----- DATASET ENTRIES -----

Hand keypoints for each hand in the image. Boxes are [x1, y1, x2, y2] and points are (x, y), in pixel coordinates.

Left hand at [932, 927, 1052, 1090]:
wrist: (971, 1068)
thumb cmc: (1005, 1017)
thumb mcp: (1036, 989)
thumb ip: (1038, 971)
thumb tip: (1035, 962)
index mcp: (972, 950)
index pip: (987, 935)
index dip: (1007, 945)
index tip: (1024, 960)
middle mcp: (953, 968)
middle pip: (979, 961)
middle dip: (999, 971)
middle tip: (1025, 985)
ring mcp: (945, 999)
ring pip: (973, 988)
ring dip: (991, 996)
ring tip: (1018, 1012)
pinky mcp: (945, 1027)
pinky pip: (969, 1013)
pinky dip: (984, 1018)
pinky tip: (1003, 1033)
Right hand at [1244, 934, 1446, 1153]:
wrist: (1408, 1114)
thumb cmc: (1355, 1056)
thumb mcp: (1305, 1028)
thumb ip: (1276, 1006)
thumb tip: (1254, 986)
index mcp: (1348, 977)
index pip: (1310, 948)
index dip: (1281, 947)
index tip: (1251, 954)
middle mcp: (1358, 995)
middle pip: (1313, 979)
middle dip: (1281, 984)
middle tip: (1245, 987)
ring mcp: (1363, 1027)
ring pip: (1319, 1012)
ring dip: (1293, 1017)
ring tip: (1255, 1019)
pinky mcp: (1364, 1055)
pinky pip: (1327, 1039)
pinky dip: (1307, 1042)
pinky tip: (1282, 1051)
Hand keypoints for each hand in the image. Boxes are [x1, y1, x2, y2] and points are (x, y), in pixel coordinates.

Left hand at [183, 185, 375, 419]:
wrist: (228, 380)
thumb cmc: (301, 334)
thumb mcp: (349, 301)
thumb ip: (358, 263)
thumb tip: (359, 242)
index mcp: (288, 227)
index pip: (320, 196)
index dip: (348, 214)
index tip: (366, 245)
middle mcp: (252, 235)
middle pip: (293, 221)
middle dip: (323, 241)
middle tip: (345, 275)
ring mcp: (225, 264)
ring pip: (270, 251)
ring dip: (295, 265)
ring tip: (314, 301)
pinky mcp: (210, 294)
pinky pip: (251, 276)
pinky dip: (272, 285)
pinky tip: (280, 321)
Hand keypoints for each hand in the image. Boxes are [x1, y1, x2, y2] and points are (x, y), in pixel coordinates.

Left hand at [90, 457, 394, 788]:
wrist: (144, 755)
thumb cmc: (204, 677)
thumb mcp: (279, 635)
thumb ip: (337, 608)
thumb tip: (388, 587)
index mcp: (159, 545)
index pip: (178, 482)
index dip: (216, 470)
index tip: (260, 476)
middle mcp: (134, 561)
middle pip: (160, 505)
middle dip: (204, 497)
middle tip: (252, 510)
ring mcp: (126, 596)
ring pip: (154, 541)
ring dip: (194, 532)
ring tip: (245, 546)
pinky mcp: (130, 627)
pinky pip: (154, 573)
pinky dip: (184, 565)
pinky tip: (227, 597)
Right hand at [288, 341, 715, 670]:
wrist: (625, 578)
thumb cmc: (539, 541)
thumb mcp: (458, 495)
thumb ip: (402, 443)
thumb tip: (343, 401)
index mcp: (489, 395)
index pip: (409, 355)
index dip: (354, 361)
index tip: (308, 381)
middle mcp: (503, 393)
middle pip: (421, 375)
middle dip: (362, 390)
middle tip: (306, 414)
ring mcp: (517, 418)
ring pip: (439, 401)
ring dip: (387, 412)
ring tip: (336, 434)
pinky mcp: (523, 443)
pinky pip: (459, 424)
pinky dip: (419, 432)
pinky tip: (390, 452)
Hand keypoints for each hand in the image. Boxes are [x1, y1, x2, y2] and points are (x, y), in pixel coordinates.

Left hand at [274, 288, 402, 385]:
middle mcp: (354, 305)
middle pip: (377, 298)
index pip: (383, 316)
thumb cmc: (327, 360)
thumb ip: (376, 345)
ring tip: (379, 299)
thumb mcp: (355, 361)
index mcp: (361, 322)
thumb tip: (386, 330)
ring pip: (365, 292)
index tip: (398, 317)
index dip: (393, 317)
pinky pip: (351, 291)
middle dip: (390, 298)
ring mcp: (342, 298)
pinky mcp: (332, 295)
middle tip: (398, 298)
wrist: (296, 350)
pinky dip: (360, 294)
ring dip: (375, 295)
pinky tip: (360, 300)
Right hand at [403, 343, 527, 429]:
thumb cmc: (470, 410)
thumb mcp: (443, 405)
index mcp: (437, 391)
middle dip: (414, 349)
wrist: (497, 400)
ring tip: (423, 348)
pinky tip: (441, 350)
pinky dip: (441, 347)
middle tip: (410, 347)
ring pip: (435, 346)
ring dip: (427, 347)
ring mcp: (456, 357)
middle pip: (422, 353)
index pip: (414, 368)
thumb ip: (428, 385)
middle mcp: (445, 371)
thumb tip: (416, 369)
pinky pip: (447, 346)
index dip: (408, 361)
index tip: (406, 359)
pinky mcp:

-----

• **WHAT TO PRODUCE**: Which of the lines in the data hold the string "Right"? Report each of them by copying it.

• **RESULT**:
Right hand at [1244, 934, 1446, 1153]:
Right hand at [288, 341, 715, 670]:
Right hand at [403, 343, 527, 429]:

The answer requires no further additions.